Les caractéristiques des populations concernées expliquent probablement une partie des différences de mortalité et de morbidité maternelle sévère. Toutefois, les conditions de l’offre et de l’accès aux soins périnatals et obstétricaux, sont des déterminants peu étudiés, dont le rôle est vraisemblable. Des études spécifiques devraient être menées par territoire prenant en compte toutes les caractéristiques des femmes afin de mieux comprendre les disparités présentées dans cet article.

Abstract

The Ile-de-France (IDF) area, also called the Greater Paris Area, benefits from an important offer of health care services, but maternal mortality is higher there than in any other region in France. Previous analyses have shown a higher risk of maternal mortality and a higher proportion of non-optimal care among women who die in IDF. Infra-regional level analyses on maternal mortality are difficult to conduct as maternal deaths are very rare. Inversely, the study of severe maternal morbidity is possible. Admission of women in intensive care units (ICU) and/or in resuscitation units during pregnancy or postpartum constitutes a proxy for severe maternal morbidity.

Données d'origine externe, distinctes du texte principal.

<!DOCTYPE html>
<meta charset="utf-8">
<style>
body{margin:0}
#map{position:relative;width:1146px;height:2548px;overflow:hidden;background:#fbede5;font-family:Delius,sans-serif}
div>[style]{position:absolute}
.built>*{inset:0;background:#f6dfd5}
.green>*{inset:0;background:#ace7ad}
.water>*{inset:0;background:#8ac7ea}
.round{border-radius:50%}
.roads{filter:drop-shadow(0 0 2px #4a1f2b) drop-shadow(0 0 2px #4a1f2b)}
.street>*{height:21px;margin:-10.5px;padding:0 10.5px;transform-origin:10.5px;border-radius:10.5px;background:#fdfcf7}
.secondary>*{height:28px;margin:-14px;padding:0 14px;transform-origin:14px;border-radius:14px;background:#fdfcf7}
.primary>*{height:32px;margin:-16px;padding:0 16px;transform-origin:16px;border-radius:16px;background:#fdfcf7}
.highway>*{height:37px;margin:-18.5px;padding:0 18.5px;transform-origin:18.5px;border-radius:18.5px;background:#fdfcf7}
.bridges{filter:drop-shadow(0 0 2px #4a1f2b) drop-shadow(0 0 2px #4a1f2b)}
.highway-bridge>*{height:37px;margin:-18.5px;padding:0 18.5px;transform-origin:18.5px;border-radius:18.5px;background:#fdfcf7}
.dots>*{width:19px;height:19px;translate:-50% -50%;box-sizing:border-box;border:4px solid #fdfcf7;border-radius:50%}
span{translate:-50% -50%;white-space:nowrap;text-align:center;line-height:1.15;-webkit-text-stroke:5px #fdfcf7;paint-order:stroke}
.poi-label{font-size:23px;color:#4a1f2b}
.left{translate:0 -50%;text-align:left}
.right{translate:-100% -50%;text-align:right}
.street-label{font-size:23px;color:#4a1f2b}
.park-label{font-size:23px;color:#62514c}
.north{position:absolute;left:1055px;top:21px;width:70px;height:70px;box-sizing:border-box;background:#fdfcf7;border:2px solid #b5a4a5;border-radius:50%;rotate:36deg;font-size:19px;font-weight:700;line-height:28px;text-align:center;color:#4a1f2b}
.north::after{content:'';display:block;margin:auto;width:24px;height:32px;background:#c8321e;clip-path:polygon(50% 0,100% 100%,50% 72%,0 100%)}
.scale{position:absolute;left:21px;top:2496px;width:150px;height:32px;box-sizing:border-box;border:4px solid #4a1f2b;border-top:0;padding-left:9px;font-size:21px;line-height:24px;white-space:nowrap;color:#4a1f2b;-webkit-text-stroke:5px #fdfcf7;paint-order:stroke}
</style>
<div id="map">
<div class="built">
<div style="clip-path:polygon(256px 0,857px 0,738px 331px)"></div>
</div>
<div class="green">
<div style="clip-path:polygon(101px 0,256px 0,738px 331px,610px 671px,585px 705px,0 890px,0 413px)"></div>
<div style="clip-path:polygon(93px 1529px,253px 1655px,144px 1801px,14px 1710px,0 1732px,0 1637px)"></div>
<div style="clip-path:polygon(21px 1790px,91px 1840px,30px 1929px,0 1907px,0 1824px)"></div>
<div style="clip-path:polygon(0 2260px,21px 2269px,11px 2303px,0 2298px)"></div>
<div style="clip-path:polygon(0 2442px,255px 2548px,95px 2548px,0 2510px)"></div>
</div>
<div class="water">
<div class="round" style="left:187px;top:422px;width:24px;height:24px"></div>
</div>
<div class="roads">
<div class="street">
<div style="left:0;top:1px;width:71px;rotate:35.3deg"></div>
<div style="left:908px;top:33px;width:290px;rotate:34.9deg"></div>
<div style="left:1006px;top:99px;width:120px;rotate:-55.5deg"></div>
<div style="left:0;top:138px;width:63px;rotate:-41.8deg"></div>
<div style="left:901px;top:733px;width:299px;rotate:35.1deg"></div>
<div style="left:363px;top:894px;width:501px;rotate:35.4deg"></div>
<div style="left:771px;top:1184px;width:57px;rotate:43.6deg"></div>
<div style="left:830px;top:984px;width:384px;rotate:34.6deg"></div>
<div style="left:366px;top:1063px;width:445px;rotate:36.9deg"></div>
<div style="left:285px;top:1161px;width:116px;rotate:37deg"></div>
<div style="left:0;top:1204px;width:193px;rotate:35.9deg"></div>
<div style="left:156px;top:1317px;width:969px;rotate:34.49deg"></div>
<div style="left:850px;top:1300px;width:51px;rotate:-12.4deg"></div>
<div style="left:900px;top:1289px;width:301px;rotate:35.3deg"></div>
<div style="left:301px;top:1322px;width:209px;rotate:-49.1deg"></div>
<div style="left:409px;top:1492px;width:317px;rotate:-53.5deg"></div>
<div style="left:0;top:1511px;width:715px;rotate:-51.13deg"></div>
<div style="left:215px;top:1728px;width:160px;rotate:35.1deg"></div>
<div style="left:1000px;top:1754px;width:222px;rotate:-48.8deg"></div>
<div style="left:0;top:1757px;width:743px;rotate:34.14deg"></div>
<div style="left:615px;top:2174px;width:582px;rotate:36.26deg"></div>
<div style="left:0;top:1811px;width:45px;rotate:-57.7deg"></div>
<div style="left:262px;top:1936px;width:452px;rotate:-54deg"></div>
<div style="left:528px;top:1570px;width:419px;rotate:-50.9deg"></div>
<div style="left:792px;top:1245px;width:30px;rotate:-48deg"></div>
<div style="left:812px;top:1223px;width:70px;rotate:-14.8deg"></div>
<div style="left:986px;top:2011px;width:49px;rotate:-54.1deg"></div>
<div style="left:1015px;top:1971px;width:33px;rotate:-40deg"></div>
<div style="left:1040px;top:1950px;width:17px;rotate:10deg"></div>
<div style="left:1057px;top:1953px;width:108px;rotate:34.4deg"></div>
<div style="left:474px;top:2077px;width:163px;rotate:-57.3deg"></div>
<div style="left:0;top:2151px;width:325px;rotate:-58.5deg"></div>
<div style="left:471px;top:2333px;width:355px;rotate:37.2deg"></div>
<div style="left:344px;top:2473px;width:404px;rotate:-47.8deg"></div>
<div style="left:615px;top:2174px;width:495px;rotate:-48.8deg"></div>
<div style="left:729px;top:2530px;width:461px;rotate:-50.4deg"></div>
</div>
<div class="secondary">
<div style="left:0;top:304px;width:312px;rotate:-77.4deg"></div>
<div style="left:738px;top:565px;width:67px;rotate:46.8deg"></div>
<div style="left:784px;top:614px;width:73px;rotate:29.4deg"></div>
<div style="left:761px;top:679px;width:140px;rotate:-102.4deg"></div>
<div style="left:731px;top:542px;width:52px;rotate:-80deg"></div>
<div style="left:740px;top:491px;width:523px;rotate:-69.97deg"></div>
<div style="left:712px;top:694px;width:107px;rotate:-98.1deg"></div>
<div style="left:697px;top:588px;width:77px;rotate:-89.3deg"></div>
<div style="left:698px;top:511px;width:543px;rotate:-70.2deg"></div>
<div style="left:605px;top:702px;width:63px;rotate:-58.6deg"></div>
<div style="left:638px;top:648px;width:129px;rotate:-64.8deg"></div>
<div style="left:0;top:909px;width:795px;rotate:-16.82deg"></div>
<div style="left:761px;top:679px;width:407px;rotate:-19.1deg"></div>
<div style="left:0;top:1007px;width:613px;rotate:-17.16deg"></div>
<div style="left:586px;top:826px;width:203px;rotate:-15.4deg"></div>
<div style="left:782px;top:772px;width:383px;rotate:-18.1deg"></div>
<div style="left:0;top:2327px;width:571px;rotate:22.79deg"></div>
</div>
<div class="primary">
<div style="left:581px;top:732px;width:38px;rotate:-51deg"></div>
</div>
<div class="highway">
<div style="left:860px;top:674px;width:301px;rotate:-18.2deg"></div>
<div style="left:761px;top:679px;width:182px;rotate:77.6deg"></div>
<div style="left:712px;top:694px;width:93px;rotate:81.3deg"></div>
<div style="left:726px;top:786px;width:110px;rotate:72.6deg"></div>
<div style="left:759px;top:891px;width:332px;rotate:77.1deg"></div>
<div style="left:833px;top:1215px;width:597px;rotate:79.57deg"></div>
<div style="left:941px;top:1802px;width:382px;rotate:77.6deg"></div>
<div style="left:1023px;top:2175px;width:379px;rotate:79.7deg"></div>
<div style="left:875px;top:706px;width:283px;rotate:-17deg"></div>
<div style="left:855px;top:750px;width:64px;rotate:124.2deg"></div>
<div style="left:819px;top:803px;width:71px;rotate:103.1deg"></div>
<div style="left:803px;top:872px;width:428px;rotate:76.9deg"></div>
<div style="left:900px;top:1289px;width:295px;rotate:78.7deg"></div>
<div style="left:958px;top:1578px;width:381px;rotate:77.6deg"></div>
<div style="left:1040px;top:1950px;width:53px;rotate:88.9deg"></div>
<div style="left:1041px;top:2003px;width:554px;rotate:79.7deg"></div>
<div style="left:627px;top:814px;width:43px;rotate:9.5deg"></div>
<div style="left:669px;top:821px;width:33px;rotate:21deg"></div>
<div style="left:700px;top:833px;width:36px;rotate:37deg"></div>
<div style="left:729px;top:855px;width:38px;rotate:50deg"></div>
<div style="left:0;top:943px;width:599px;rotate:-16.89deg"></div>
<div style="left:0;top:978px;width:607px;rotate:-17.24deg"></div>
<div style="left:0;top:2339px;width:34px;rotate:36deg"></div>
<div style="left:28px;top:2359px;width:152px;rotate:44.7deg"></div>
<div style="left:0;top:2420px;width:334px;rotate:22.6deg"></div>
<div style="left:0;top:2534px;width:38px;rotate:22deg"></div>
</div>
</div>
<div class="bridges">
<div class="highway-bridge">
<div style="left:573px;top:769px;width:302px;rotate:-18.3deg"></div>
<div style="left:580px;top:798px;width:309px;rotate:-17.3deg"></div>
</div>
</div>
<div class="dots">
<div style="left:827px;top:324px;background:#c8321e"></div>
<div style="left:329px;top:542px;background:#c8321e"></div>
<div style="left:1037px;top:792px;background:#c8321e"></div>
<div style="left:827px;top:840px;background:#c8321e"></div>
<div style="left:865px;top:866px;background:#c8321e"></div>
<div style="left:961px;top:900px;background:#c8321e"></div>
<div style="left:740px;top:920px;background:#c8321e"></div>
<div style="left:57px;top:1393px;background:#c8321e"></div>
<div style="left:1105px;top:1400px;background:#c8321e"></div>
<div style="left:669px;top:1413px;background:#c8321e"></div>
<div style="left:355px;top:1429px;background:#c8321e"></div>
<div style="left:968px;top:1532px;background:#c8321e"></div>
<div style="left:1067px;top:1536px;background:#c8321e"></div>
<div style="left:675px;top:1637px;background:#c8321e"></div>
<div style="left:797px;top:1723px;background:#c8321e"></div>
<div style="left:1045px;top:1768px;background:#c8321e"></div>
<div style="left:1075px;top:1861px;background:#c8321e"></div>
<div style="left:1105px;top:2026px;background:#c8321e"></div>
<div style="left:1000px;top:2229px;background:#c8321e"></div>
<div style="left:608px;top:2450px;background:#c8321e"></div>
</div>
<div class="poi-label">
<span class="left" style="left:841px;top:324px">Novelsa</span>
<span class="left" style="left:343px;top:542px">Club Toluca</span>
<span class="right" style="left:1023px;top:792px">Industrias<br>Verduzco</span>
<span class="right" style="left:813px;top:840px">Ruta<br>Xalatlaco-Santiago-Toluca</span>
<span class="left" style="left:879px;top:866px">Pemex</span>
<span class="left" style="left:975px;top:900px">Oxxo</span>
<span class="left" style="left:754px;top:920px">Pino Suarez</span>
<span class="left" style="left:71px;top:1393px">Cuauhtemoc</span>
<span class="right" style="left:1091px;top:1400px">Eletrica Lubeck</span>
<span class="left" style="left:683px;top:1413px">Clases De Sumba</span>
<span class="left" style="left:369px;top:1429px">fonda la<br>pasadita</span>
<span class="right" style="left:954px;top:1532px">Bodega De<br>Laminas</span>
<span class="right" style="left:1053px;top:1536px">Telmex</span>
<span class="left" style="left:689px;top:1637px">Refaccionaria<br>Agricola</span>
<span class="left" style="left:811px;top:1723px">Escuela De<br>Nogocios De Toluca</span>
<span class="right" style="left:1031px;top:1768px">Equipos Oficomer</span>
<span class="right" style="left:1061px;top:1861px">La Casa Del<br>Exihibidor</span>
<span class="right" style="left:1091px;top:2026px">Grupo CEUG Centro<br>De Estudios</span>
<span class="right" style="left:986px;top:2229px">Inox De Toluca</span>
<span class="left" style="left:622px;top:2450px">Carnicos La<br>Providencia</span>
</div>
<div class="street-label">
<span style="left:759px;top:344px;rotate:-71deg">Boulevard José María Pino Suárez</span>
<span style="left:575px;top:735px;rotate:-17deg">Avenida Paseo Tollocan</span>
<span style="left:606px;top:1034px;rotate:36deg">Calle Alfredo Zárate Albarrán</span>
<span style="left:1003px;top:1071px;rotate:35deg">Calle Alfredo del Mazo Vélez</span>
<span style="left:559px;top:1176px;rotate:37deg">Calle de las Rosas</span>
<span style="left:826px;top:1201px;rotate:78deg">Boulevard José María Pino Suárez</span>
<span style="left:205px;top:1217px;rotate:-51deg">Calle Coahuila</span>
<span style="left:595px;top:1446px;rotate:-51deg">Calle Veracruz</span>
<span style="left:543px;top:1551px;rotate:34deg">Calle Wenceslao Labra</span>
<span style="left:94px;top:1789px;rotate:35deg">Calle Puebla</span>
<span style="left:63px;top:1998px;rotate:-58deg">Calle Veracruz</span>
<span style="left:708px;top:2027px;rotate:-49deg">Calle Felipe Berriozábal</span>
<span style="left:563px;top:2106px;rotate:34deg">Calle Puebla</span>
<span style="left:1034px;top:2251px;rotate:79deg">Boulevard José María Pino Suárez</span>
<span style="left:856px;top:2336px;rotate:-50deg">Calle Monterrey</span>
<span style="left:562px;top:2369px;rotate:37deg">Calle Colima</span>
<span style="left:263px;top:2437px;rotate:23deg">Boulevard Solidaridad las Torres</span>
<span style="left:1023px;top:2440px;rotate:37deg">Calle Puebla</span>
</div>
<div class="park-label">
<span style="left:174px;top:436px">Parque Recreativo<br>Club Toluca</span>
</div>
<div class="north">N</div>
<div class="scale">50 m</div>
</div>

The study aims at describing the context of maternal health in the health territories of IDF based on the analysis of two categories of severe events (maternal deaths and admissions in ICU) according to their place of occurrence (registration) and/or the place of residence of women.

Two permanent data bases, the National Confidential Survey on Maternal Deaths (ENCMM) and the Hospital Discharge Database (PMSI) were used to compare the maternal mortality ratios (MMR) and the admission in intensive care units (USIREA) ratios, according to the eight health areas in IDF during 2006-2009. The characteristics of women admitted to USIREA and their medical conditions were also compared by territories.

Depending on the territories in the Greater Paris Area, the registered ratios of admission in USIREA vary from 2.0 in Val-de-Marne to 8.5 per 1,000 in Paris; the residence ratios vary from 4.2 (Val-de-Marne and Seine-et-Marne) to 4.9 in Paris. The characteristics of women admitted in intensive care units differ according to territories; the distribution of the main diseases show significant variations depending on whether the analysis is conducted by place of registration or by place of residence.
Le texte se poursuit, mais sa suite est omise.